# RECORDS SHOWN
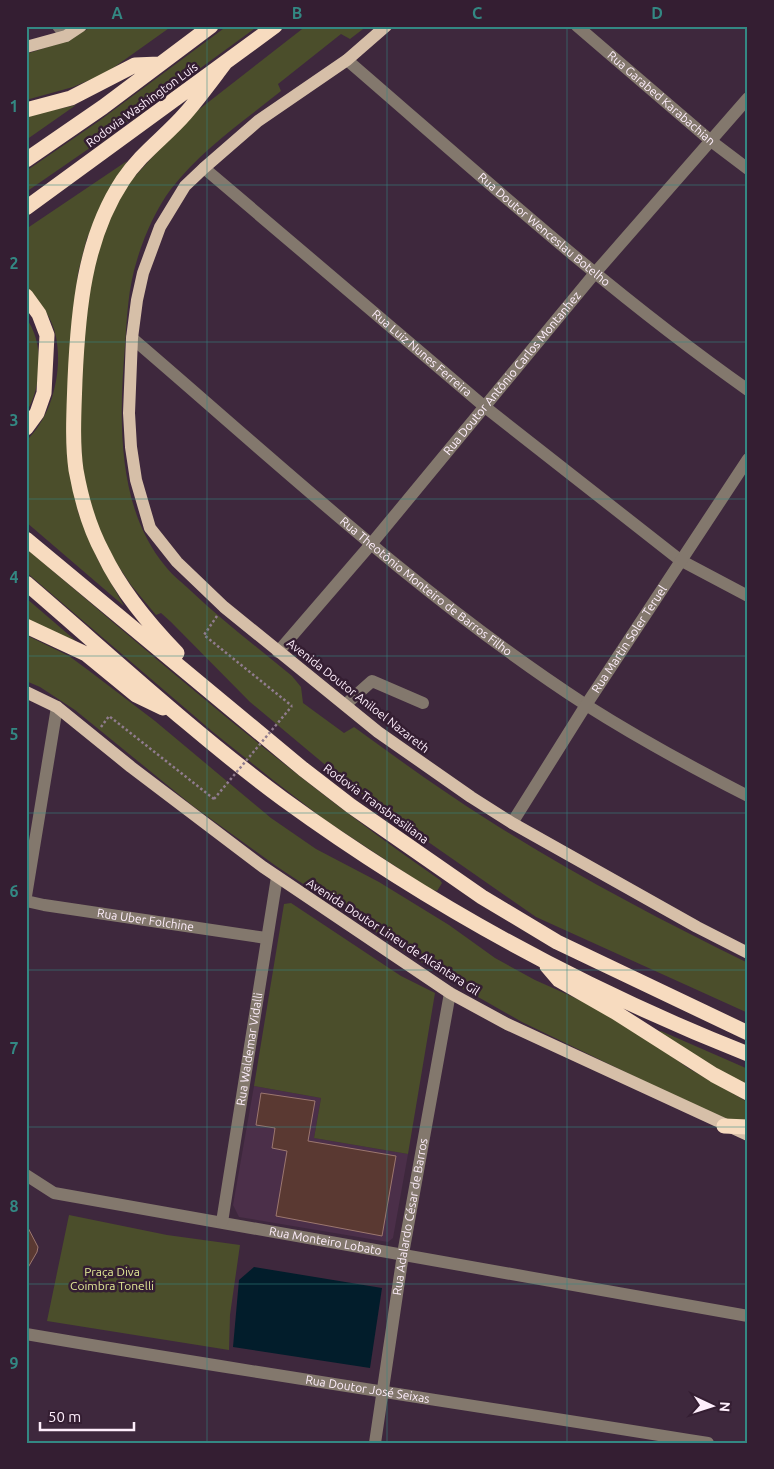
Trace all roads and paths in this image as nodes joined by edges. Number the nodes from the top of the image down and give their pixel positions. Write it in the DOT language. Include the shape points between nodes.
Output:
graph roads {
  1 [pos="81,26"];
  2 [pos="211,26"];
  3 [pos="275,26"];
  4 [pos="386,26"];
  5 [pos="577,26"];
  6 [pos="62,31"];
  7 [pos="26,47"];
  8 [pos="347,60"];
  9 [pos="225,63"];
  10 [pos="159,64"];
  11 [pos="748,98"];
  12 [pos="26,110"];
  13 [pos="711,142"];
  14 [pos="26,160"];
  15 [pos="204,168"];
  16 [pos="748,169"];
  17 [pos="26,208"];
  18 [pos="595,274"];
  19 [pos="26,296"];
  20 [pos="132,338"];
  21 [pos="748,390"];
  22 [pos="485,408"];
  23 [pos="26,428"];
  24 [pos="748,459"];
  25 [pos="26,539"];
  26 [pos="372,543"];
  27 [pos="680,560"];
  28 [pos="26,583"];
  29 [pos="748,596"];
  30 [pos="224,608"];
  31 [pos="26,626"];
  32 [pos="278,652"];
  33 [pos="195,679"];
  34 [pos="26,692"];
  35 [pos="423,703"];
  36 [pos="345,705"];
  37 [pos="586,705"];
  38 [pos="57,707"];
  39 [pos="109,716"];
  40 [pos="184,718"];
  41 [pos="748,796"];
  42 [pos="512,822"];
  43 [pos="277,877"];
  44 [pos="26,896"];
  45 [pos="26,900"];
  46 [pos="266,938"];
  47 [pos="746,948"];
  48 [pos="545,962"];
  49 [pos="450,993"];
  50 [pos="748,1033"];
  51 [pos="748,1054"];
  52 [pos="748,1093"];
  53 [pos="724,1126"];
  54 [pos="748,1127"];
  55 [pos="748,1135"];
  56 [pos="26,1174"];
  57 [pos="222,1222"];
  58 [pos="403,1254"];
  59 [pos="748,1316"];
  60 [pos="26,1334"];
  61 [pos="383,1390"];
  62 [pos="375,1443"];
  63 [pos="708,1443"];
  1 -- 6 [label="main road"];
  2 -- 10 [label="highway, Rodovia Washington Luís"];
  3 -- 9 [label="highway, Rodovia Washington Luís"];
  4 -- 8 [label="main road, Avenida Doutor Aniloel Nazareth"];
  5 -- 13 [label="street, Rua Garabed Karabachian"];
  6 -- 7 [label="main road"];
  8 -- 15 [label="main road, Avenida Doutor Aniloel Nazareth" via="258,121"];
  8 -- 18 [label="street, Rua Doutor Wenceslau Botelho"];
  9 -- 17 [label="highway, Rodovia Washington Luís"];
  9 -- 33 [label="highway" via="185,115 148,148 123,180 104,217 88,257 76,357 73,419 76,470 86,509 99,544 125,592 183,659"];
  10 -- 12 [label="highway" via="135,65 71,98"];
  10 -- 14 [label="highway, Rodovia Washington Luís"];
  11 -- 13 [label="street, Rua Doutor Antônio Carlos Montanhez"];
  13 -- 16 [label="street, Rua Garabed Karabachian"];
  13 -- 18 [label="street, Rua Doutor Antônio Carlos Montanhez"];
  15 -- 20 [label="main road, Avenida Doutor Aniloel Nazareth" via="185,186 160,227 143,273"];
  15 -- 22 [label="street, Rua Luiz Nunes Ferreira"];
  18 -- 21 [label="street, Rua Doutor Wenceslau Botelho"];
  18 -- 22 [label="street, Rua Doutor Antônio Carlos Montanhez"];
  19 -- 23 [label="highway" via="39,314 47,334 44,393 37,413"];
  20 -- 26 [label="street, Rua Theotônio Monteiro de Barros Filho"];
  20 -- 30 [label="main road, Avenida Doutor Aniloel Nazareth" via="131,447 136,480 150,528 177,562"];
  22 -- 26 [label="street, Rua Doutor Antônio Carlos Montanhez"];
  22 -- 27 [label="street, Rua Luiz Nunes Ferreira"];
  24 -- 27 [label="street, Rua Martin Soler Teruel"];
  25 -- 33 [label="highway, Rodovia Transbrasiliana"];
  26 -- 32 [label="street, Rua Doutor Antônio Carlos Montanhez"];
  26 -- 37 [label="street, Rua Theotônio Monteiro de Barros Filho" via="476,626"];
  27 -- 29 [label="street, Rua Luiz Nunes Ferreira"];
  27 -- 37 [label="street, Rua Martin Soler Teruel"];
  28 -- 40 [label="highway"];
  30 -- 32 [label="main road, Avenida Doutor Aniloel Nazareth"];
  30 -- 39 [label="path, bridge" via="204,634 292,706 214,799"];
  31 -- 40 [label="highway" via="86,654 136,695"];
  32 -- 36 [label="main road, Avenida Doutor Aniloel Nazareth"];
  33 -- 50 [label="highway, Rodovia Transbrasiliana" via="351,806 482,897 557,942"];
  34 -- 38 [label="main road, Avenida Doutor Lineu de Alcântara Gil"];
  35 -- 36 [label="street" via="372,681"];
  36 -- 42 [label="main road, Avenida Doutor Aniloel Nazareth" via="416,759"];
  37 -- 41 [label="street, Rua Theotônio Monteiro de Barros Filho" via="696,770"];
  37 -- 42 [label="street, Rua Martin Soler Teruel"];
  38 -- 43 [label="main road, Avenida Doutor Lineu de Alcântara Gil"];
  38 -- 44 [label="street"];
  40 -- 48 [label="highway" via="283,798 383,867"];
  42 -- 47 [label="main road, Avenida Doutor Aniloel Nazareth" via="697,927"];
  43 -- 46 [label="street, Rua Waldemar Vidalli"];
  43 -- 49 [label="main road, Avenida Doutor Lineu de Alcântara Gil"];
  45 -- 46 [label="street, Rua Uber Folchine"];
  46 -- 57 [label="street, Rua Waldemar Vidalli"];
  48 -- 51 [label="highway"];
  48 -- 52 [label="highway" via="559,980 714,1076"];
  49 -- 53 [label="main road, Avenida Doutor Lineu de Alcântara Gil" via="507,1024"];
  49 -- 58 [label="street, Rua Adalardo César de Barros"];
  53 -- 54 [label="highway"];
  53 -- 55 [label="main road, Avenida Doutor Lineu de Alcântara Gil"];
  56 -- 57 [label="street, Rua Monteiro Lobato" via="54,1193"];
  57 -- 58 [label="street, Rua Monteiro Lobato"];
  58 -- 59 [label="street, Rua Monteiro Lobato"];
  58 -- 61 [label="street, Rua Adalardo César de Barros"];
  60 -- 61 [label="street, Rua Doutor José Seixas" via="198,1364"];
  61 -- 62 [label="street, Rua Adalardo César de Barros"];
  61 -- 63 [label="street, Rua Doutor José Seixas"];
}
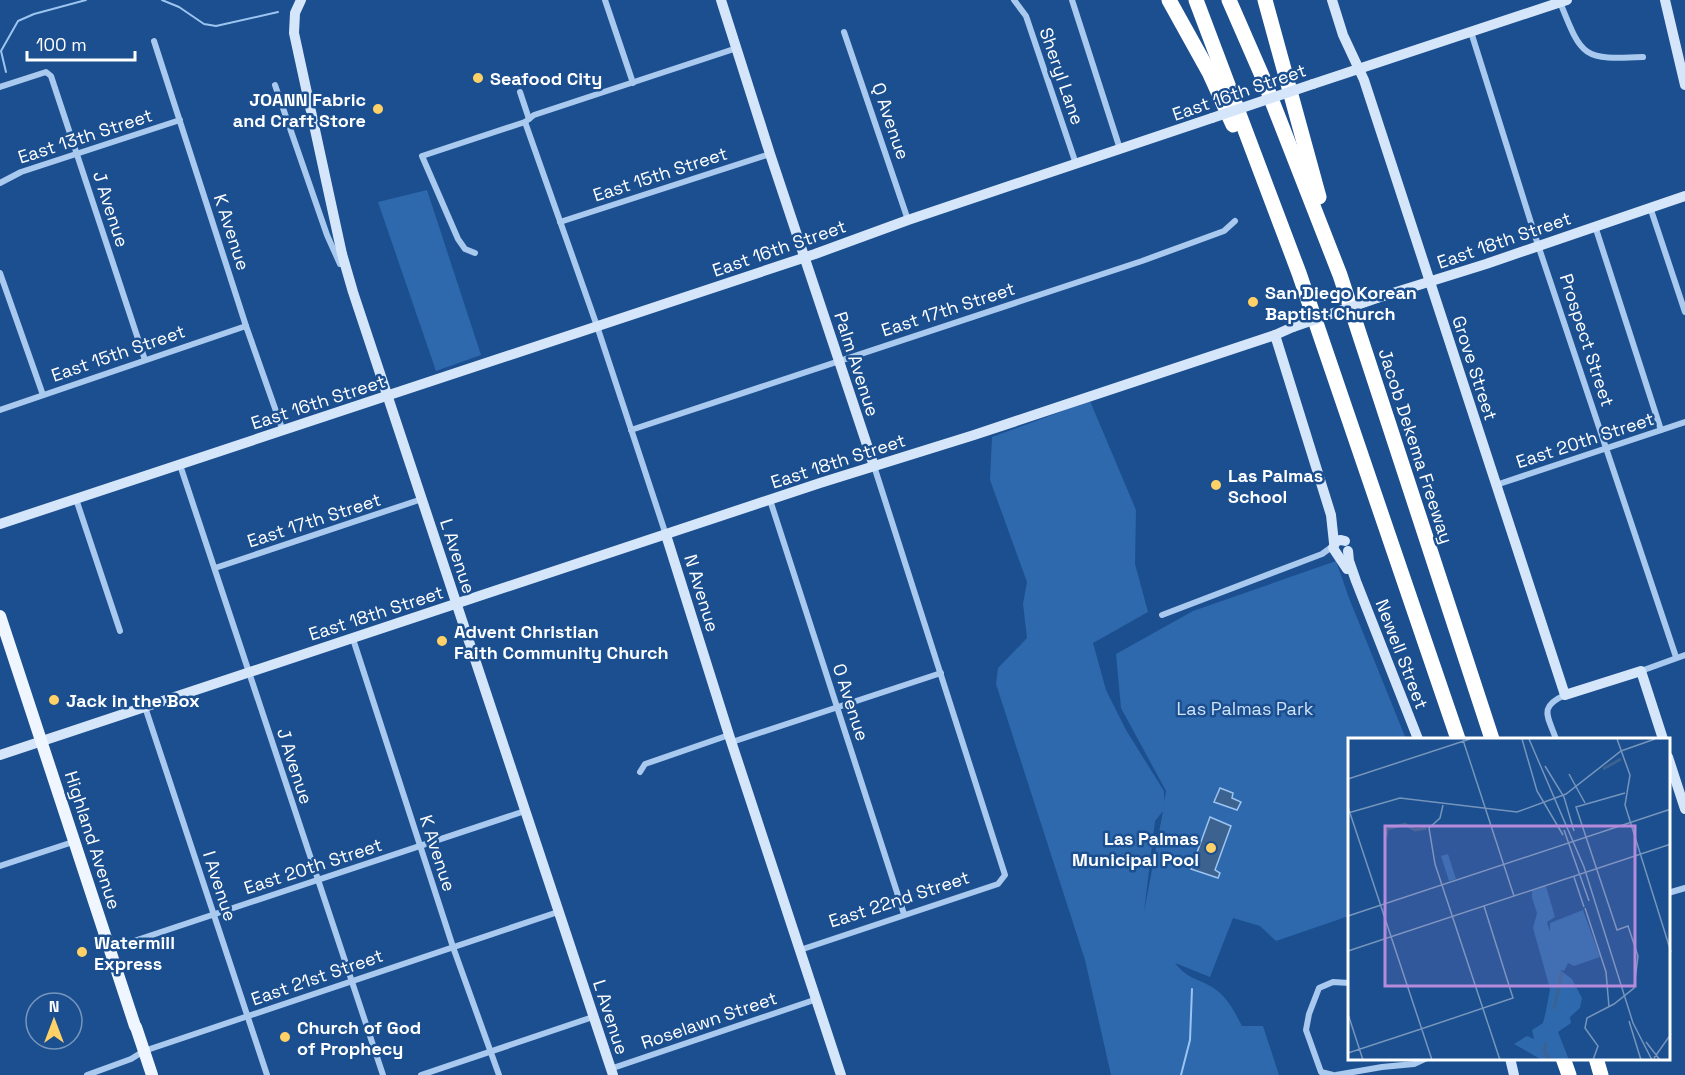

# EXERCISE BRIEF
State only how many lines above hold the string "Aniloel".

# WRITTEN ANSWER
8